基于中文字邻接图的食品抽检公告实体及关系联合抽取

    Entity and relationship joint extraction model of food inspection announcement based on Chinese character adjacency graph

    • 摘要: 在对中文食品抽检公告进行实体与关系抽取时,常会出现包含大量食品名称与食品分类的长句,现有深度学习模型在进行实体关系抽取时,只将文本看作一串字词序列来编码,当句子较长且词间距离过大时,词间强依赖关系的学习效果会减弱。而这一问题在食品领域的实体关系抽取中少有被关注,所以该研究提出基于改进中文依存句法树与多特征融合的实体关系联合抽取模型(TAG-JE),该模型将词间具有的强依赖关系通过句法依存树建立关系图,再根据中文BERT编码的字处理模式,将关系图转化为字邻接图,再由图神经网络学习字邻接图的结构特征,最后将之与BERT提取的文本上下文特征融合,融合权重通过门网络结构自主调节,以获得公告文本的多特征融合特征表示。
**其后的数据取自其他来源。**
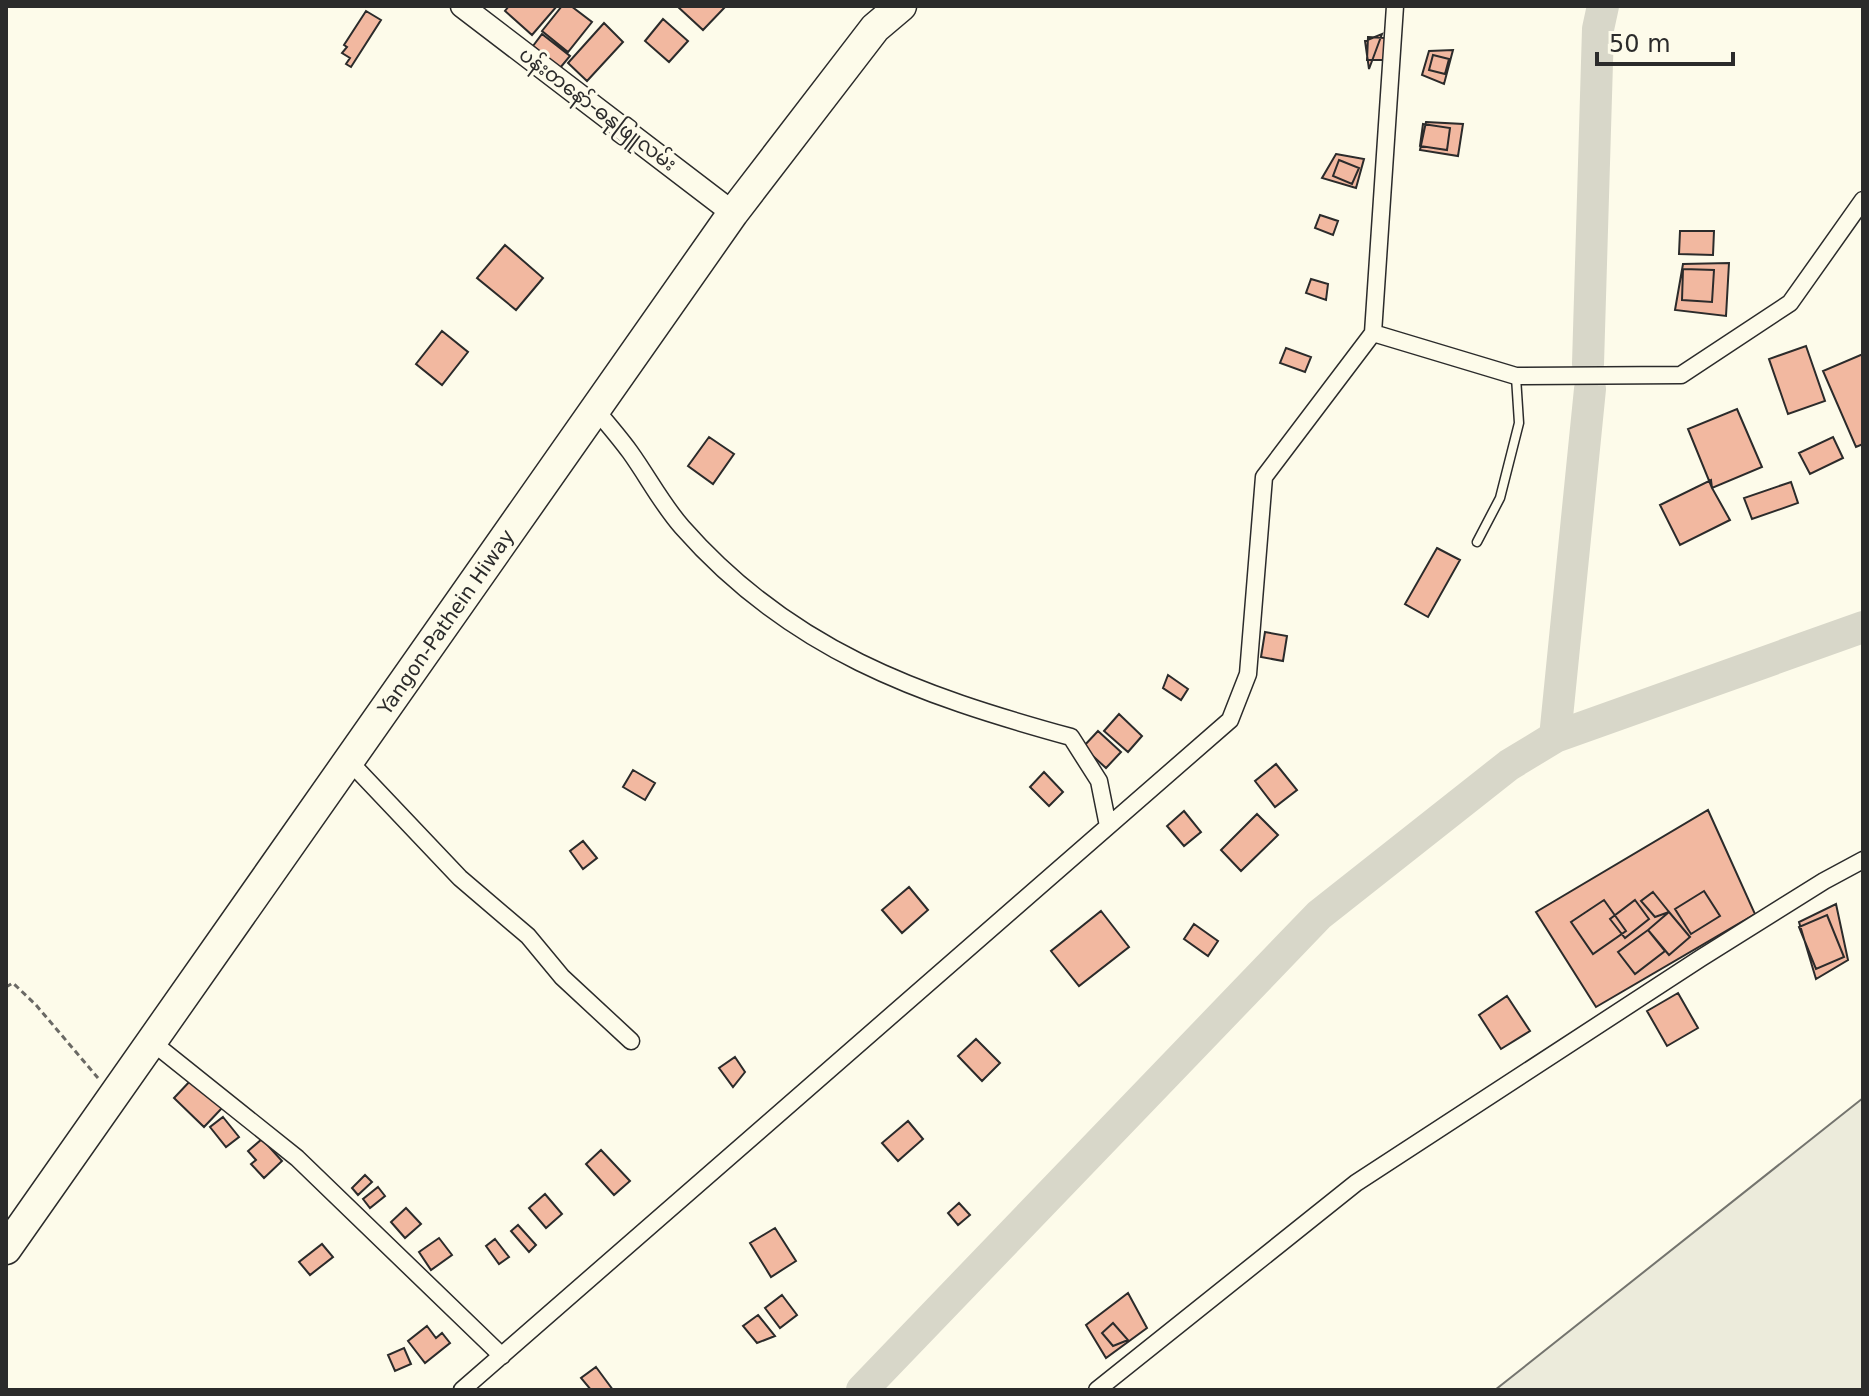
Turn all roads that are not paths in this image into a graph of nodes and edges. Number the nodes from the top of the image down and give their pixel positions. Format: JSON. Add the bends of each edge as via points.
{"nodes":[{"id":1,"x":462,"y":6,"type":"edge"},
{"id":2,"x":901,"y":6,"type":"edge"},
{"id":3,"x":1395,"y":6,"type":"edge"},
{"id":4,"x":1863,"y":200,"type":"edge"},
{"id":5,"x":733,"y":213,"type":"junction"},
{"id":6,"x":1373,"y":333,"type":"junction"},
{"id":7,"x":1516,"y":376,"type":"junction"},
{"id":8,"x":595,"y":409,"type":"junction"},
{"id":9,"x":1477,"y":542,"type":"dead end"},
{"id":10,"x":349,"y":761,"type":"junction"},
{"id":11,"x":1108,"y":826,"type":"junction"},
{"id":12,"x":1863,"y":860,"type":"edge"},
{"id":13,"x":631,"y":1041,"type":"dead end"},
{"id":14,"x":152,"y":1042,"type":"junction"},
{"id":15,"x":6,"y":1249,"type":"edge"},
{"id":16,"x":502,"y":1356,"type":"junction"},
{"id":17,"x":462,"y":1390,"type":"edge"},
{"id":18,"x":1097,"y":1390,"type":"edge"}],
"edges":[{"from":1,"to":5,"type":"street","name":"ပန်းတနော်-ဓနုဖြူလမ်း"},
{"from":2,"to":5,"type":"highway","name":"Yangon-Pathein Hiway","via":[[875,28]]},
{"from":3,"to":6,"type":"street"},
{"from":4,"to":7,"type":"street","via":[[1790,303],[1681,375]]},
{"from":5,"to":8,"type":"highway","name":"Yangon-Pathein Hiway"},
{"from":6,"to":7,"type":"street"},
{"from":6,"to":11,"type":"street","via":[[1264,477],[1248,674],[1230,720]]},
{"from":7,"to":9,"type":"lane","via":[[1519,423],[1500,498]]},
{"from":8,"to":10,"type":"highway","name":"Yangon-Pathein Hiway"},
{"from":8,"to":11,"type":"street","via":[[668,510],[765,607],[883,675],[1071,737],[1099,781]]},
{"from":10,"to":13,"type":"street","via":[[460,878],[528,936],[562,977]]},
{"from":10,"to":14,"type":"highway","name":"Yangon-Pathein Hiway"},
{"from":11,"to":16,"type":"street"},
{"from":12,"to":18,"type":"street","via":[[1701,958],[1356,1183]]},
{"from":14,"to":15,"type":"highway","name":"Yangon-Pathein Hiway"},
{"from":14,"to":16,"type":"street","via":[[297,1158]]},
{"from":16,"to":17,"type":"street"}]}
获得的融合特征将采用主流的联合抽取模型进行实体与关系的抽取,并在关系判断时使用强化学习训练的关系选择器来优化关系的嵌入信息,以提升联合抽取方法在关系判断上的准确率。为了验证TAG-JE的效果,将其与主流的深度学习模型在自建的非结构化食品抽检公告数据集上进行了抽取效果对比,结果证明TAG-JE的精确率、召回率与F1值分别达到90.86%,90.50%,90.68%,相对其他基线模型都有较大提升,证明了其在中文食品抽检文档中的知识挖掘能力。针对中文公共数据集的试验中,该模型相对GraphRel与CasRel这些经典联合抽取模型也取得较好的结果,证明TAG-JE也有较好的泛化效果。研究结果可为食品安全中文知识图谱的构建提供技术参考。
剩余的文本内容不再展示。